Assim, diante da dolorosa experiência histórica à qual o trabalho tem sido sujeitado pelo fracasso dos partidos parlamentares tanto da Segunda como da Terceira Internacionais, não é muito difícil perceber que não existe esperança de uma efectiva re-articulação do radicalismo socialista sem que se superem as contradições que necessariamente nascem da fracassada divisão entre o "braço político" e o braço sindical" do trabalho. Paradoxalmente, a separação e a compartimentalização reformistas dos "dois braços" do trabalho só podem resultar numa paralisante "acefalia" do movimento: ou seja, a mais ou menos consciente internalização da lógica do capital, tanto em termos do seu constrangimento material como também dos seus princípios reguladores político-democráticos legislativamente protegidos. Isso porque a conformidade com as regras do sistema determina aprioristicamente em favor do capital o que pode e o que não pode ser "racionalmente disputado e contestado", não apenas no domínio político, mas ainda mais em relação à viabilidade de questionar e desafiar a estrutura estabelecida do processo de reprodução social. Assim, como resultado da divisão sintonizada com essas regras, o "braço político" perde o poder material por meio do qual o movimento dos trabalhadores poderia efectivamente opor-se à lógica do capital e à sua força de auto-afirmação. Perde ainda o poder de lutar não apenas por concessões mínimas, que podem ser contidas e, se necessário, revertidas na moldura estrutural existente, mas pela instituição de uma ordem alternativa da reprodução social. Ao mesmo tempo, enquanto o "braço político" se tornou impotente por privar-se da força combativa material do trabalho produtivo — que é vitalmente importante para a continuação da reprodução do capital —, o "braço sindical" foi obrigado a abandonar inclusive a preocupação legítima não só com uma mudança estrutural maior, mas até mesmo com qualquer objectivo político. Ao contrário, foi constrangido a resignar-se com melhorias marginais. E mesmo a busca por tais melhorias marginais e parciais precisa de ficar estritamente subordinada às mudanças conjunturais e às limitações das unidades particulares do capital com as quais as unidades locais do "braço sindical" são, por lei, autorizadas a entrar em "disputa económica".

18.4.5

Aqui o problema insuperável é a natureza do poder sob a dominação do capital – problema que permanecerá caso não haja uma reorientação fundamental do objectivo estratégico da transformação socialista. Políticos reformistas, seja do tipo social-democrata, seja do daqueles que fantasiam o "caminho italiano para o socialismo" dentro dos limites paralisantes do capitalismo actualmente existente, nunca encararam este problema. De facto, não poderiam encará-lo porque, se o fizessem, poderiam expor o carácter irrealizável das suas estratégias auto-contraditórias. Ao tentarem reformar o incontrolável, também pressupunham um poder que não existia nem poderia existir como alavanca para a prometida transformação da ordem social estabelecida. Tal alavanca não poderia existir pela simples razão de que o poder de capital social total, como controlador do processo de reprodução sócio-metabólica, é indivisível, apesar das mistificações perpetuadas pela ideologia burguesa sobre "a divisão de forças" na esfera política.
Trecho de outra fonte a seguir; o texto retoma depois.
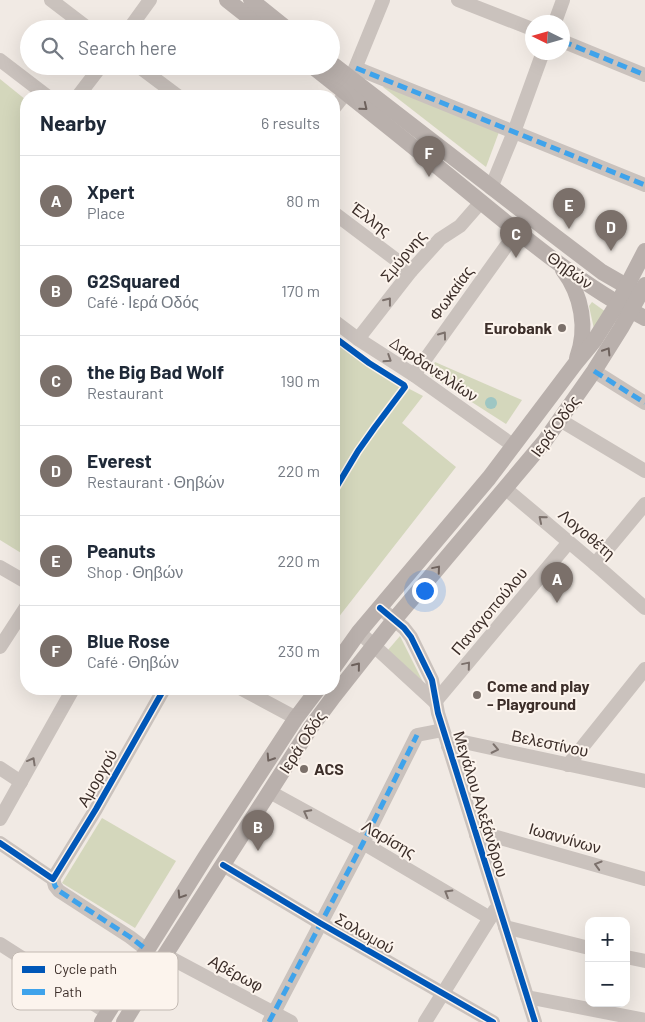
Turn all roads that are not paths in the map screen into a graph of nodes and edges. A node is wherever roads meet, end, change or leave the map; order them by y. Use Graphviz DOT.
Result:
graph roads {
  1 [pos="52,0"];
  2 [pos="150,0"];
  3 [pos="227,0"];
  4 [pos="251,0"];
  5 [pos="383,0"];
  6 [pos="458,0"];
  7 [pos="563,0"];
  8 [pos="558,15"];
  9 [pos="77,20"];
  10 [pos="136,20"];
  11 [pos="253,20"];
  12 [pos="276,20"];
  13 [pos="525,26"];
  14 [pos="570,44"];
  15 [pos="0,60"];
  16 [pos="540,60"];
  17 [pos="340,71"];
  18 [pos="94,75"];
  19 [pos="150,75"];
  20 [pos="337,75"];
  21 [pos="645,75"];
  22 [pos="351,80"];
  23 [pos="39,90"];
  24 [pos="83,90"];
  25 [pos="170,90"];
  26 [pos="340,98"];
  27 [pos="514,132"];
  28 [pos="645,185"];
  29 [pos="491,188"];
  30 [pos="482,202"];
  31 [pos="340,218"];
  32 [pos="517,231"];
  33 [pos="544,251"];
  34 [pos="645,251"];
  35 [pos="411,271"];
  36 [pos="639,291"];
  37 [pos="631,310"];
  38 [pos="340,326"];
  39 [pos="358,339"];
  40 [pos="575,364"];
  41 [pos="594,370"];
  42 [pos="414,375"];
  43 [pos="645,403"];
  44 [pos="560,420"];
  45 [pos="514,446"];
  46 [pos="645,471"];
  47 [pos="506,489"];
  48 [pos="645,504"];
  49 [pos="570,542"];
  50 [pos="595,564"];
  51 [pos="0,567"];
  52 [pos="20,579"];
  53 [pos="380,608"];
  54 [pos="645,608"];
  55 [pos="20,617"];
  56 [pos="394,620"];
  57 [pos="359,632"];
  58 [pos="374,645"];
  59 [pos="0,647"];
  60 [pos="340,659"];
  61 [pos="645,669"];
  62 [pos="340,689"];
  63 [pos="70,695"];
  64 [pos="161,695"];
  65 [pos="253,695"];
  66 [pos="313,695"];
  67 [pos="335,695"];
  68 [pos="435,702"];
  69 [pos="296,718"];
  70 [pos="443,730"];
  71 [pos="448,746"];
  72 [pos="568,765"];
  73 [pos="0,768"];
  74 [pos="21,782"];
  75 [pos="645,782"];
  76 [pos="270,792"];
  77 [pos="0,819"];
  78 [pos="476,835"];
  79 [pos="0,842"];
  80 [pos="363,843"];
  81 [pos="223,865"];
  82 [pos="645,878"];
  83 [pos="53,879"];
  84 [pos="498,905"];
  85 [pos="490,918"];
  86 [pos="320,923"];
  87 [pos="505,927"];
  88 [pos="0,944"];
  89 [pos="585,947"];
  90 [pos="146,950"];
  91 [pos="12,952"];
  92 [pos="167,952"];
  93 [pos="630,958"];
  94 [pos="645,962"];
  95 [pos="178,963"];
  96 [pos="443,993"];
  97 [pos="527,997"];
  98 [pos="131,1010"];
  99 [pos="272,1018"];
  100 [pos="645,1020"];
  101 [pos="124,1022"];
  102 [pos="291,1022"];
  103 [pos="425,1022"];
  104 [pos="493,1022"];
  105 [pos="535,1022"];
  1 -- 9 [label="street"];
  2 -- 10 [label="street"];
  3 -- 11 [label="main road"];
  4 -- 12 [label="main road"];
  5 -- 22 [label="street"];
  6 -- 13 [label="street"];
  7 -- 8 [label="street"];
  14 -- 21 [label="street"];
  15 -- 23 [label="street"];
  16 -- 27 [label="street"];
  17 -- 22 [label="main road, Θηβών"];
  18 -- 24 [label="street"];
  19 -- 25 [label="street"];
  20 -- 22 [label="main road, Θηβών"];
  22 -- 26 [label="street"];
  22 -- 27 [label="street"];
  22 -- 29 [label="main road, Θηβών"];
  22 -- 30 [label="main road, Θηβών, one-way"];
  27 -- 28 [label="street"];
  27 -- 29 [label="street"];
  29 -- 36 [label="main road, Θηβών"];
  30 -- 32 [label="main road, Θηβών"];
  30 -- 35 [label="street, Σμύρνης"];
  31 -- 35 [label="street, Έλλης"];
  32 -- 33 [label="main road, Θηβών"];
  42 -- 32 [label="street, Φωκαίας, one-way"];
  33 -- 37 [label="main road, Θηβών"];
  33 -- 40 [label="main road"];
  34 -- 36 [label="main road, Ιερά Οδός"];
  39 -- 35 [label="street, Σμύρνης, one-way"];
  36 -- 37 [label="main road, Ιερά Οδός"];
  37 -- 40 [label="main road, Ιερά Οδός"];
  41 -- 37 [label="main road, Ιερά Οδός, one-way"];
  38 -- 39 [label="street, Δαρδανελλίων"];
  39 -- 42 [label="street, Δαρδανελλίων, one-way"];
  40 -- 45 [label="main road, Ιερά Οδός"];
  41 -- 43 [label="street"];
  41 -- 44 [label="main road, Ιερά Οδός"];
  42 -- 45 [label="street, Δαρδανελλίων"];
  44 -- 46 [label="street"];
  44 -- 47 [label="main road, Ιερά Οδός"];
  45 -- 53 [label="main road, Ιερά Οδός"];
  49 -- 47 [label="street, Λογοθέτη, one-way"];
  56 -- 47 [label="main road, Ιερά Οδός, one-way"];
  48 -- 50 [label="street"];
  49 -- 50 [label="street, Λογοθέτη"];
  68 -- 49 [label="street, Παναγοπούλου, one-way"];
  50 -- 54 [label="street, Λογοθέτη"];
  51 -- 52 [label="street"];
  53 -- 56 [label="street, Μεγάλου Αλεξάνδρου"];
  53 -- 57 [label="main road, Ιερά Οδός"];
  55 -- 59 [label="street"];
  56 -- 58 [label="main road, Ιερά Οδός"];
  56 -- 68 [label="street, Μεγάλου Αλεξάνδρου"];
  57 -- 58 [label="street"];
  57 -- 60 [label="main road, Ιερά Οδός"];
  62 -- 58 [label="main road, Ιερά Οδός, one-way"];
  58 -- 68 [label="street"];
  61 -- 72 [label="street"];
  74 -- 63 [label="street, one-way"];
  64 -- 83 [label="street, Αμοργού"];
  65 -- 69 [label="street"];
  66 -- 69 [label="main road, Ιερά Οδός"];
  76 -- 67 [label="main road, Ιερά Οδός, one-way"];
  68 -- 70 [label="street, Μεγάλου Αλεξάνδρου"];
  69 -- 90 [label="main road, Ιερά Οδός, one-way"];
  70 -- 71 [label="street, Μεγάλου Αλεξάνδρου"];
  70 -- 80 [label="street"];
  71 -- 72 [label="street, Βελεστίνου, one-way"];
  71 -- 78 [label="street, Μεγάλου Αλεξάνδρου"];
  72 -- 75 [label="street, Βελεστίνου"];
  73 -- 74 [label="street"];
  74 -- 77 [label="street"];
  80 -- 76 [label="street, Λαρίσης, one-way"];
  76 -- 81 [label="main road, Ιερά Οδός"];
  82 -- 78 [label="street, Ιωαννίνων, one-way"];
  78 -- 84 [label="street, Μεγάλου Αλεξάνδρου"];
  79 -- 83 [label="street"];
  85 -- 80 [label="street, Λαρίσης, one-way"];
  80 -- 86 [label="street"];
  81 -- 86 [label="street, Σολωμού"];
  81 -- 92 [label="main road, Ιερά Οδός"];
  83 -- 90 [label="street"];
  84 -- 85 [label="street"];
  84 -- 87 [label="street, Μεγάλου Αλεξάνδρου"];
  85 -- 96 [label="street"];
  86 -- 96 [label="street, Σολωμού"];
  86 -- 99 [label="street"];
  87 -- 89 [label="street"];
  87 -- 97 [label="street, Μεγάλου Αλεξάνδρου"];
  88 -- 91 [label="street"];
  93 -- 94 [label="street"];
  95 -- 99 [label="street, Αβέρωφ"];
  96 -- 103 [label="street"];
  96 -- 104 [label="street, Σολωμού"];
  97 -- 100 [label="street"];
  97 -- 105 [label="street, Μεγάλου Αλεξάνδρου"];
  98 -- 101 [label="main road, Ιερά Οδός"];
  99 -- 102 [label="street, Αβέρωφ"];
}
Compreensivelmente, portanto, as estratégias construídas sobre os dois pilares de 1) reformar o incontrolável e 2) "conquistar os mais altos postos de comando" do sistema estabelecido, por meio da alavanca de um poder inexistente, teriam que terminar com a derrota auto-imposta da esquerda histórica. Como vimos acima, isso necessariamente aplicou-se, mutatis mutandis, também às sociedades pós-revolucionárias "do socialismo realmente existente" de tipo soviético. Pois, as "personificações do capital" pós-revolucionárias das sociedades de tipo soviético, embora não funcionassem em e por meio de um ambiente parlamentar deixaram de enfrentar a incontrolabilidade do capital onde ela se afirmava maciçamente: isto é, como o regulador do processo de reprodução sócio-metabólica. Assim, dada a sua incapacidade de identificar no nível sócio-metabólico o verdadeiro objecto de intervenção e reestruturação estratégicas, tentaram exercer o poder de forma extremamente voluntarista, numa tentativa de solucionar a sua verdadeira falta de poder com respeito aos imperativos materiais objectivos e às necessidades expansionistas cegamente seguidas — porém cumpridas cada vez com menos eficiência — do sistema do capital pós-capitalista.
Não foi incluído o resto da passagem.